Abstract
Background
Anterior cranial fossa dural arterio-venous fistulas (DAVFs) represent 6% of all intracranial DAVFs; characteristically they show an aggressive behaviour with high risk of intracranial haemorrhage. Peculiar anatomical features, such as feeding by the ethmoidal arteries and the pattern of venous drainage (frequently with varices that mimic aneurysmal dilatation), can be evaluated in detail only by digital subtraction angiography (DSA), which represents the “gold standard” in the diagnosis of such cranial fistulas. Recent technological developments in endovascular management of this type of DAVF have partially reduced the morbidity risk related to this modality of treatment. Our purpose is to present our experience in the surgical management of 14 patients with anterior cranial fossa DAVFs, with attention paid to the possible role of preoperative embolisation in these cases and to the surgical technique.
Method
Between 1999 and 2015, 14 patients with anterior cranial fossa DAVFs were submitted to surgery in two neurosurgical departments; the mean age was 63 years old; nine DAVFs caused intracranial haemorrhage (subarachnoid haemorrhage in three cases, intracerebral haemorrhage in six cases). Pre-operative embolisation was attempted in an early case and was successfully done in one recent case. In all patients, the surgical approach chosen was a pterional craniotomy with a low margin on the frontal bone in order to gain the exposure of the anterior cranial fossa and especially of the olphactory groove region; the resection of the falx at its insertion on the crista galli was needed in five cases in order to get access to the contralateral afferent vessels. Cauterisation of all the dural feeders on and around the lamina cribrosa was needed in all cases; venous dilatations were evident in eight patients (in seven out of nine patients with ruptured DAVF and in one out of five patients with unruptured DAVF) and were removed in all cases. One patient harboured an ophthalmic artery aneurysm, which was excluded by clipping.
Results
One patient died 5 days after surgery due to the severity of the pre-operative haemorrhage. Postoperative DSA showed the disappearance of the DAVF and of the venous pseudo-aneurysms in all cases.

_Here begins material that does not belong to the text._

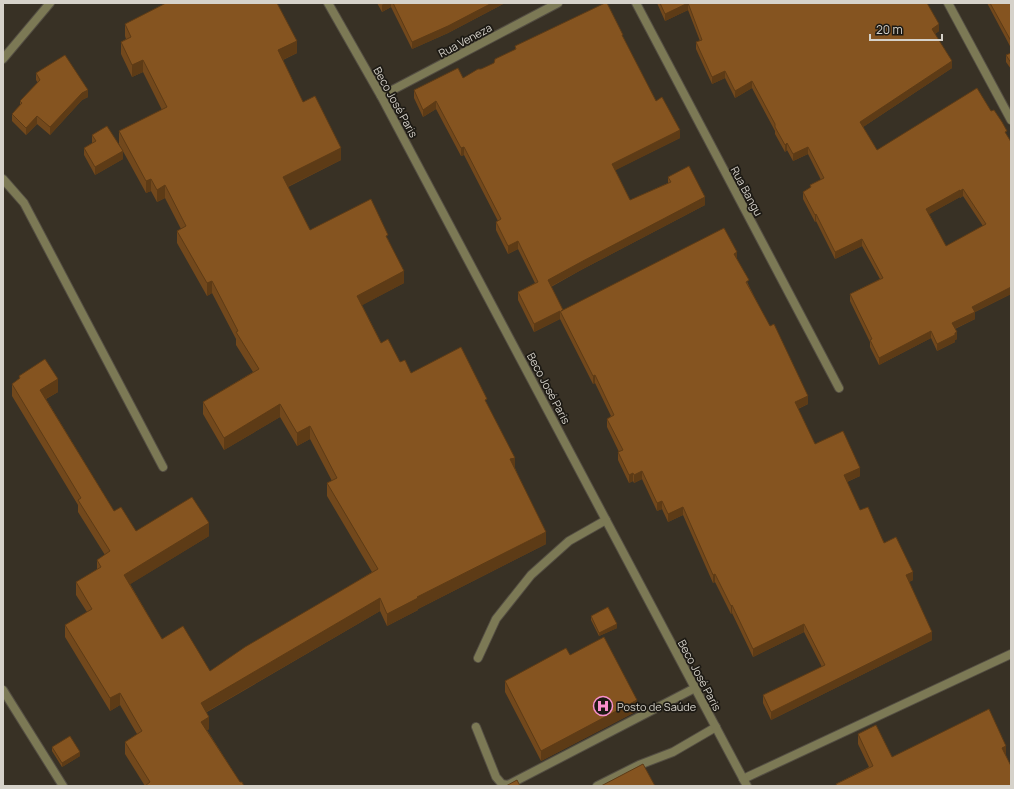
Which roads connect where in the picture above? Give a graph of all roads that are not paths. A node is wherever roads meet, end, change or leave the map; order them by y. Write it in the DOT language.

Clinical outcome was favourable (without neurological deficits) in 11 patients; three patients presented an unfavourable clinical outcome, due to the severity of the initial haemorrhage.
Conclusions
Surgical exclusion of the anterior cranial fossa DAVFs still represents the gold standard for such lesions, due to low post-operative morbidity and to complete protection against future rebleedings; endovascular techniques may help the surgeon in complex cases.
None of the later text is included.